Under the evidence the jury might easily have found a verdict in favor of appellant, but, having resolved the issues of fact in favor of the plaintiff, the appellant has been convicted of a failure to give the statutory signals, which is negligenceper se that is presumed to have been the proximate cause of the collision and the resulting damage to plaintiff's property. Miller v. A.C.L.R. R. Co., 140 S.C. 123,138 S.E., 675; Mishoe v. Id., 186 S.C. 402, 197 S.E., 97;Ford v. Id., 169 S.C. 41, 168 S.E., 143; Hicks v. Id., 187 S.C. 301,197 S.E., 819. And there was other evidence in the case from which it is possible to infer that appellant was guilty of negligence at common law, the failure to observe due care, and that such negligence was a proximate cause of the collision. Assuming, therefore, as it is conceded *Page 52 
must be done, that appellant was guilty of negligence which was a proximate cause of the collision and damage, yet, if respondent were guilty of gross negligence, the failure to observe slight care, or of willfullness, which contributed to such collision and damage as a proximate cause thereof, and without which it would not have occurred, he is without remedy, and the trial court should have so ruled. Brownv. Powell et al., 198 S.C. 403, 18 S.E.2d 212, and cases therein cited.

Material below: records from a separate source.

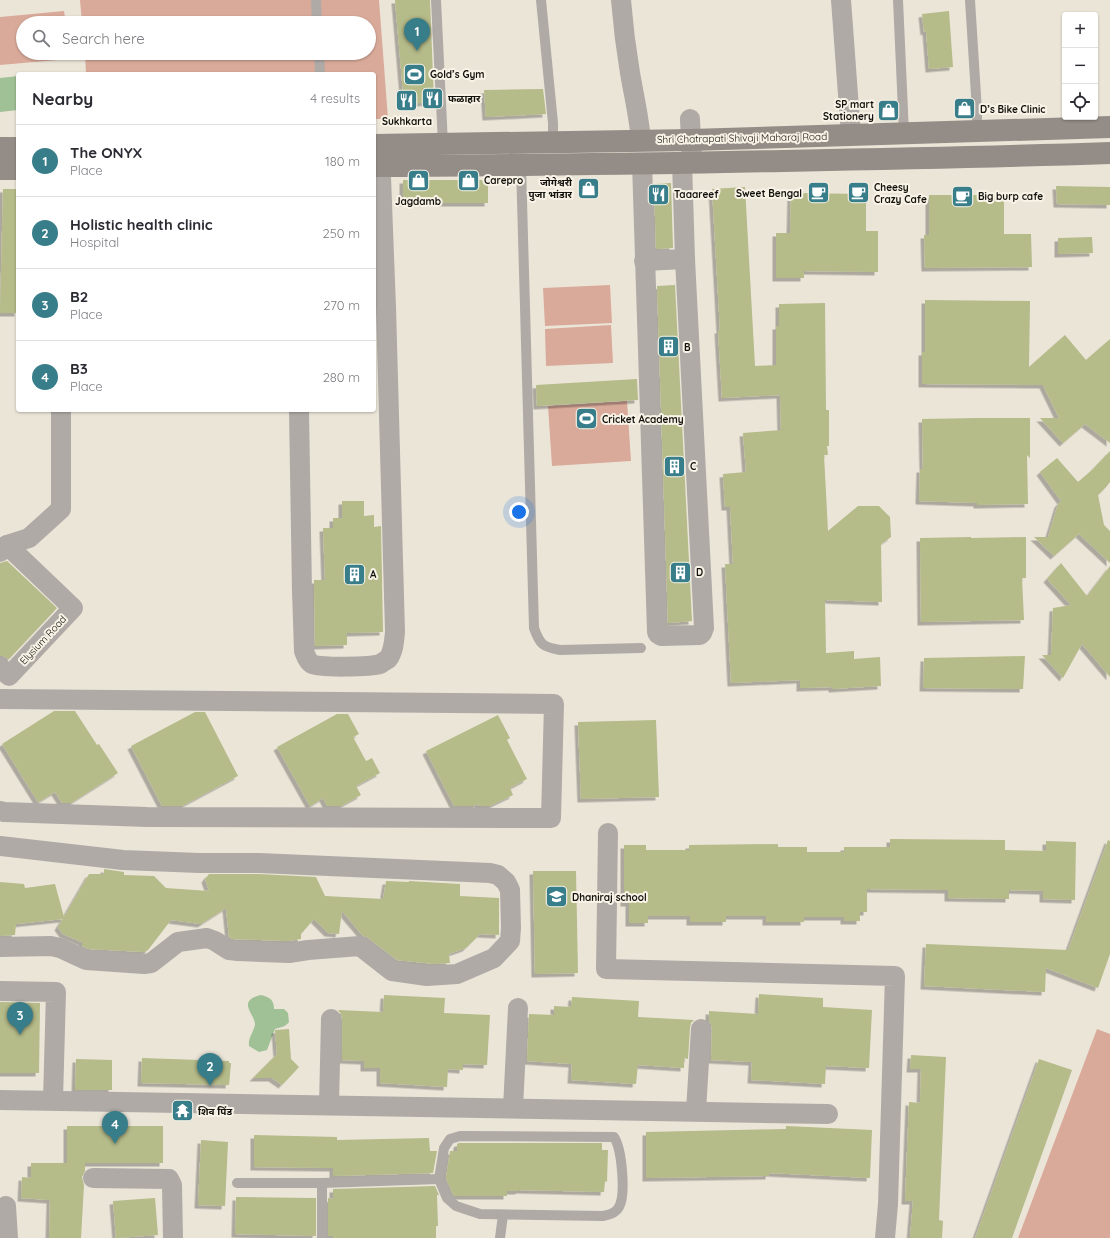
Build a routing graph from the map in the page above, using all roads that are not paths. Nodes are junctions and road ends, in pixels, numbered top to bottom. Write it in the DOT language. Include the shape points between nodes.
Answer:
graph roads {
  1 [pos="316,0"];
  2 [pos="436,0"];
  3 [pos="541,0"];
  4 [pos="621,0"];
  5 [pos="841,0"];
  6 [pos="898,0"];
  7 [pos="970,0"];
  8 [pos="317,16"];
  9 [pos="319,60"];
  10 [pos="320,72"];
  11 [pos="1110,127"];
  12 [pos="691,130"];
  13 [pos="977,132"];
  14 [pos="904,133"];
  15 [pos="851,135"];
  16 [pos="641,140"];
  17 [pos="553,142"];
  18 [pos="443,144"];
  19 [pos="0,148"];
  20 [pos="16,148"];
  21 [pos="1110,153"];
  22 [pos="377,155"];
  23 [pos="903,159"];
  24 [pos="642,163"];
  25 [pos="687,163"];
  26 [pos="521,165"];
  27 [pos="554,165"];
  28 [pos="0,169"];
  29 [pos="16,169"];
  30 [pos="685,259"];
  31 [pos="644,260"];
  32 [pos="380,313"];
  33 [pos="61,412"];
  34 [pos="299,412"];
  35 [pos="4,549"];
  36 [pos="641,648"];
  37 [pos="0,667"];
  38 [pos="0,699"];
  39 [pos="0,811"];
  40 [pos="608,833"];
  41 [pos="0,846"];
  42 [pos="0,946"];
  43 [pos="0,991"];
  44 [pos="518,1008"];
  45 [pos="331,1019"];
  46 [pos="701,1029"];
  47 [pos="0,1100"];
  48 [pos="53,1100"];
  49 [pos="329,1105"];
  50 [pos="513,1108"];
  51 [pos="696,1111"];
  52 [pos="828,1114"];
  53 [pos="93,1178"];
  54 [pos="439,1179"];
  55 [pos="237,1183"];
  56 [pos="322,1183"];
  57 [pos="6,1206"];
  58 [pos="503,1215"];
  59 [pos="8,1238"];
  60 [pos="173,1238"];
  61 [pos="322,1238"];
  62 [pos="500,1238"];
  63 [pos="885,1238"];
  1 -- 8 [label="lane"];
  2 -- 18 [label="lane"];
  3 -- 17 [label="lane"];
  4 -- 16 [label="street"];
  5 -- 15 [label="street"];
  6 -- 14 [label="lane"];
  7 -- 13 [label="lane"];
  9 -- 10 [label="lane"];
  11 -- 13 [label="main road, Shri Chatrapati Shivaji Maharaj Road"];
  12 -- 15 [label="main road, Shri Chatrapati Shivaji Maharaj Road"];
  12 -- 16 [label="main road, Shri Chatrapati Shivaji Maharaj Road"];
  12 -- 25 [label="street"];
  13 -- 14 [label="main road, Shri Chatrapati Shivaji Maharaj Road"];
  14 -- 15 [label="main road, Shri Chatrapati Shivaji Maharaj Road"];
  14 -- 23 [label="street"];
  16 -- 17 [label="main road, Shri Chatrapati Shivaji Maharaj Road"];
  17 -- 18 [label="main road, Shri Chatrapati Shivaji Maharaj Road"];
  17 -- 27 [label="street"];
  18 -- 22 [label="main road, Shri Chatrapati Shivaji Maharaj Road"];
  19 -- 20 [label="main road"];
  21 -- 23 [label="main road"];
  22 -- 26 [label="main road"];
  22 -- 32 [label="street"];
  23 -- 25 [label="main road"];
  24 -- 25 [label="main road"];
  24 -- 27 [label="main road"];
  24 -- 31 [label="street"];
  25 -- 30 [label="street"];
  26 -- 27 [label="main road"];
  26 -- 36 [label="lane" via="534,628 538,640 547,648"];
  28 -- 29 [label="main road"];
  30 -- 31 [label="street"];
  30 -- 31 [label="street" via="704,628 700,635 661,636 658,634"];
  32 -- 34 [label="street" via="395,632 391,652 380,664 361,667 313,665 307,660 304,651"];
  33 -- 35 [label="street, Elysium Road" via="61,509 29,538"];
  35 -- 37 [label="street, Elysium Road" via="73,608 9,676"];
  38 -- 39 [label="street" via="554,704 551,818 146,817"];
  40 -- 63 [label="street" via="606,969 895,976"];
  41 -- 42 [label="street" via="123,860 490,873 498,875 510,890 511,928 510,941 494,958 457,974 427,976 392,971 360,946 289,954 229,950 208,938 178,942 150,963 144,964 86,960 51,946"];
  43 -- 48 [label="street" via="56,992"];
  44 -- 50 [label="street"];
  45 -- 49 [label="street"];
  46 -- 51 [label="street"];
  47 -- 48 [label="street"];
  48 -- 49 [label="street"];
  49 -- 50 [label="street"];
  50 -- 51 [label="street"];
  51 -- 52 [label="street"];
  53 -- 60 [label="street" via="169,1179 172,1185"];
  54 -- 56 [label="lane"];
  54 -- 58 [label="lane" via="447,1198 456,1206 480,1214"];
  54 -- 58 [label="lane" via="444,1148 450,1139 460,1136 614,1138 617,1141 621,1157 622,1199 618,1209 612,1214"];
  55 -- 56 [label="lane"];
  56 -- 61 [label="lane"];
  57 -- 59 [label="street"];
  58 -- 62 [label="lane"];
}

To sustain its suggestion that the circuit judge should have taken the latter view, appellant's argument proceeds upon the theory that, because plaintiff did not see the engine until it was almost upon him, he must have failed to look or listen, and that he had ample time and distance, after all alleged obstructions to his view were cleared, to avoid colliding with the engine; but certain it is that plaintiff did look in time to stop his truck just as its front wheels reached, or crossed, the nearest rail of the track, and to escape from the truck before the engine struck it, which undisputed fact, in view of the other evidence in the case, including the crossing itself, which plaintiff offered in evidence, and which the jury was permitted to inspect, was sufficient to warrant the conclusion that he, at least, exercised slight care. Moreover, the witnesses for the parties differed substantially in their testimony as to how far from the track a traveler upon the highway, driving in the direction plaintiff was going, could see an engine backing from the ice plant towards the crossing.
"It is firmly established in this jurisdiction that, if the inferences properly deducible from the evidence are doubtful, or if they tend to show both parties guilty of negligence or willfullness, and there may be a fair difference of opinion as to whose act produced the injury complained of as a direct and proximate cause, then the question must be submitted to the jury." Harrison v. A.C.L.R. R. Co. et al.,196 S.C. 259, 13 S.E.2d 137, citing Ford v. Id., supra. *Page 53 
"In both the Harrison and the Cook cases we pointed out that a traveler approaching a railroad crossing has a right to presume that the defendants will obey the law and give the statutory signals upon approaching the crossing; that while the wrongful conduct of the defendant in this regard will not excuse the traveler from the exercise of slight care, yet in determining whether he did use such care, his conduct is to be judged in the light of such presumption."Langston v. A.C.L.R. Co., 197 S.C. 469,15 S.E.2d 758.
To the same effect is the case of Norwood v. A.C.L.R.R. Co., 203 S.C. 456, 27 S.E.2d 803, in which the trial judge in the instant cause delivered the opinion of the Supreme Court while serving as an acting associate justice thereof.
We are of the opinion, therefore, that the issues of proximate cause, negligence, gross contributory negligence and willfullness were, under the evidence, solely for the jury, and that the judgment below must be affirmed.
MESSRS. ASSOCIATE JUSTICES STUKES, TAYLOR and OXNER and MR. ACTING ASSOCIATE JUSTICE G. DUNCAN BELLINGER concur.